The name “50/50″ not only describes the film’s title, but also the divided emotions that viewers will battle while watching it, evenly divided between half comedic elements and half melancholy ones. As a 27 year old radio producer in Seattle, Adam (Joseph Gordon-Levitt) seemingly has his life together- decent, full time employment, his own place, and a beautiful girl on his arm (the suddenly stunning Bryce Dallas Howard as Rachael). When some minor back soreness is incredulously diagnosed as a rare and serious form of cancer, Adam’s entire life begins to fall apart, forcing him to rely upon friends and family for help- something he is rarely accustomed to doing.
Just as his brilliance showed as the victim of heartbreak in “500 Days of Summer,” Levitt is truly at his finest as the humbled everyman. His fallibility a rousing characteristic, both relatable and root-worthy, a constant victim of sympathy while his virtual innocence and subsequent determination is inspiring. His surrounding cast performs just as exceptionally here- Anjelica Huston plays the overprotective mother so believably that you want to shout at the screen so that she’ll give it a rest; Anna Kendrick, the naïve young doctorate candidate plays his appointed social worker, showing a greater interest in the cancer stricken man than the traditionally conservative doctor-patient relationship would imply; the aforementioned Howard, who continues to look more like a leading lady film by film, and whose beauty has become almost breathtaking, and Seth Rogen- the lovable, goofball best friend who brings out perhaps the most poignant and tender scenes of the film (also the wildly funniest), and who without, “50/50″ would suffer greatly. In fact, it should be noted that here, Rogen does what he does best- breaks up the emotional, poignant moments with belly-laughing insight that would sound peculiar being delivered by any other actor. Perfectly casted as the selfish yet supportive friend, he straddles the fine line between compassion and optimism, often going out of his way to keep Levitt thinking positively, while being a distraction in his own right.

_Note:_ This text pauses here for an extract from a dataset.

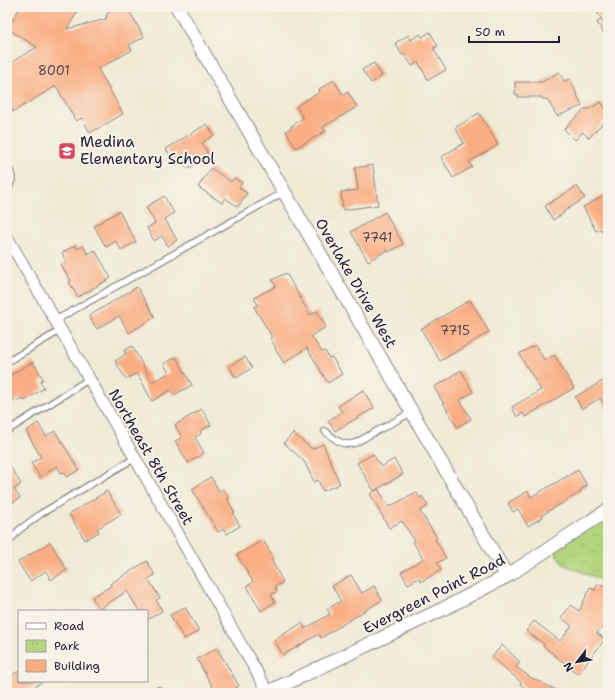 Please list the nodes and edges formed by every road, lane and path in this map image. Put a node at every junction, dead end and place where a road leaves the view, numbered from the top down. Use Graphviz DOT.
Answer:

But the film also has some tender moments- a mother rendered helpless by a husband stricken with Alzheimer’s disease and the ensuing panic in learning about her son’s affliction, while Levitt himself realizes he’s battling a disease head-on, watching as the cancer affects the people that care about him more than he truly knows. Also, the uncertainty surrounding the success of Levitt’s treatment makes the film’s unpredictable conclusion incredibly suspenseful.
With so many films peddled out by Hollywood studios every year, it can sometimes be difficult to weed out the useless to find an all around solid film that works on so many different levels, which is where “50/50” ultimately lies. It’s an inconceivable yet relatable premise because of the aura of invincibility that seems to render each of us as untouchable. That is, until life throws a curveball like this at us and we are forced to deal with circumstances previously thought to be unthinkable.
50/50 is rated R, starring Joseph Gordon-Levitt, Seth Rogen, Anna Kendrick, Anjelica Huston, and Bryce Dallas Howard, has a runtime of 99 minutes, and is released in theaters everywhere this Friday, September, 30th.